Nanowire arrays are promising man-made materials for tuning the spectrum and the magnitude of near-field thermal radiation. Near-field radiative properties of nanowire arrays are often studied using the effective medium theory (EMT). In this paper, we inspect the validity of the Maxwell-Garnett (MG) and Bruggeman (BR) EMTs for predicting near-field thermal emission by quartz and indium tin oxide (ITO) nanowire arrays. The near-field energy density predicted using the EMTs is compared with numerical simulations obtained using the thermal discrete dipole approximation. For quartz nanowire arrays, which support localized surface phonons in the infrared region, neither MG nor BR EMT can accurately predict the spectrum and the magnitude of near-field thermal emission even at distances, z_o, greater than the array pitch, L over π. Based on the performed simulations, the EMT agrees the best with the T-DDA when $1<\frac{L}{z_o}<\pi$. It is also shown that MG EMT is slightly more consistent with numerical simulations than the BR EMT. For the ITO array, which does not support localized surface plasmons in the infrared region, the MG EMT provides an acceptable estimations of near-field thermal radiation. Finally, it is observed that near-field emission can vary by a factor of two in lateral directions which cannot be captured in the EMT.

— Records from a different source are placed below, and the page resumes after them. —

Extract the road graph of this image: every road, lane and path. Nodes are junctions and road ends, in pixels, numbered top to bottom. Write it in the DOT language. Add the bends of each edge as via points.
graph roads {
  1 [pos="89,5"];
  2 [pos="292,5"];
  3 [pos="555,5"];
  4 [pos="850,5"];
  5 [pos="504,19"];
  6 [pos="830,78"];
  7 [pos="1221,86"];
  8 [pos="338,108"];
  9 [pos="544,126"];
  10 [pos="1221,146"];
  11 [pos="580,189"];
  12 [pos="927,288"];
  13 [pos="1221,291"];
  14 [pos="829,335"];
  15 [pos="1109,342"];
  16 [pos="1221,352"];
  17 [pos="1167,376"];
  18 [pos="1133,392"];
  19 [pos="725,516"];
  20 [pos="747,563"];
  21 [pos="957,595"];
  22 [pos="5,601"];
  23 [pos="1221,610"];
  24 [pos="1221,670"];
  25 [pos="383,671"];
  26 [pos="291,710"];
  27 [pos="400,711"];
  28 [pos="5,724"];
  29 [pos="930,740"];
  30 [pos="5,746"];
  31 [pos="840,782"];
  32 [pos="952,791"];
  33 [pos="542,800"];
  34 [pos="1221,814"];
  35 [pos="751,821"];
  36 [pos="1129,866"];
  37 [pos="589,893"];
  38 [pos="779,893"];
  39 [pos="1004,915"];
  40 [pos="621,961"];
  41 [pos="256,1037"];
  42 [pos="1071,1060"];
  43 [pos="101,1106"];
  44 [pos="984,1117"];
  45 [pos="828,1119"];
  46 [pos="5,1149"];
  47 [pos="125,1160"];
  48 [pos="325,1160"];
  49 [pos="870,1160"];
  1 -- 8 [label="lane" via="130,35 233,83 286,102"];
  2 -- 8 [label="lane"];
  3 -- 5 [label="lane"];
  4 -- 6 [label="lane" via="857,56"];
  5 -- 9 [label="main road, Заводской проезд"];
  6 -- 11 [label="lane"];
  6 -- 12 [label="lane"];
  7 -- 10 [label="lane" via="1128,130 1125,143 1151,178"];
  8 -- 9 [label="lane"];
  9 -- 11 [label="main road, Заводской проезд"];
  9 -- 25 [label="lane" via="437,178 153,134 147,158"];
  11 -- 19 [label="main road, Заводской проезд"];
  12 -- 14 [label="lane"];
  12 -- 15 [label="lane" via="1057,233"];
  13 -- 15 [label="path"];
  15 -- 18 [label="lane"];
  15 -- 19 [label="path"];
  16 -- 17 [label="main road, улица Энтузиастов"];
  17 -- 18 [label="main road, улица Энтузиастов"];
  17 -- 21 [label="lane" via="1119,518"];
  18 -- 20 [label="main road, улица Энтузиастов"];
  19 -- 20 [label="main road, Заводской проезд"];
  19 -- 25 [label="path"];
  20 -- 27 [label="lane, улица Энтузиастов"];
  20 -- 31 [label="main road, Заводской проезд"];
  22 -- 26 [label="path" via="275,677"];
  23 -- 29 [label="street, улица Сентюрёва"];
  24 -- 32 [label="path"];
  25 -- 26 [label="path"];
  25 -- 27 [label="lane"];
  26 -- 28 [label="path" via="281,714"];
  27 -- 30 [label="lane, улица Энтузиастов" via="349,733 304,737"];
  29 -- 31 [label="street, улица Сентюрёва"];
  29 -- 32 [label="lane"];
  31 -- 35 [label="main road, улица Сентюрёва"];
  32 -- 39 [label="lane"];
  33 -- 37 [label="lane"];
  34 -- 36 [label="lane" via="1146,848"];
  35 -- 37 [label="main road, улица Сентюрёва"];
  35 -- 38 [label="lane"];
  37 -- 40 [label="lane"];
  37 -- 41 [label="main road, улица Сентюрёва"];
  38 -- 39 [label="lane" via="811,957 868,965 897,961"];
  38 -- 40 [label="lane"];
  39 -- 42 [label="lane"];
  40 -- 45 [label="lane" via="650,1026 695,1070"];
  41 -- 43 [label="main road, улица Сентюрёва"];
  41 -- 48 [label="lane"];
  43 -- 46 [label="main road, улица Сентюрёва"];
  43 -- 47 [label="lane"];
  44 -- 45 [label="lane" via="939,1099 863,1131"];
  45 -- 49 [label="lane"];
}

纳米线阵列是用于调节光谱和近场热辐射强度的有前途的人造材料。经常使用有效介质理论（EMT）研究纳米线阵列的近场辐射特性。在本文中，我们检查了Maxwell-Garnett（MG）和Bruggeman（BR）EMT在预测石英和氧化铟锡（ITO）纳米线阵列的近场热发射中的有效性。将使用EMT预测的近场能量密度与使用热离散偶极子逼近获得的数值模拟进行比较。对于在红外区域支持局部表面声子的石英纳米线阵列，即使在距离z _o处，MG和BR EMT都无法准确预测近场热发射的光谱和强度大于阵列间距L超过π。根据执行的仿真，EMT在以下情况下与T-DDA一致最佳$\mathrm{1个}<\frac{\mathrm{大号}}{{ž}_{Ø}}<\pi$。还表明，MG EMT在数值模拟方面比BR EMT更加一致。对于不支持红外区域中的局部表面等离子体激元的ITO阵列，MG EMT提供了可接受的近场热辐射估计。最后，可以观察到，近场发射在横向方向上的变化幅度是两倍，而在EMT中无法捕获。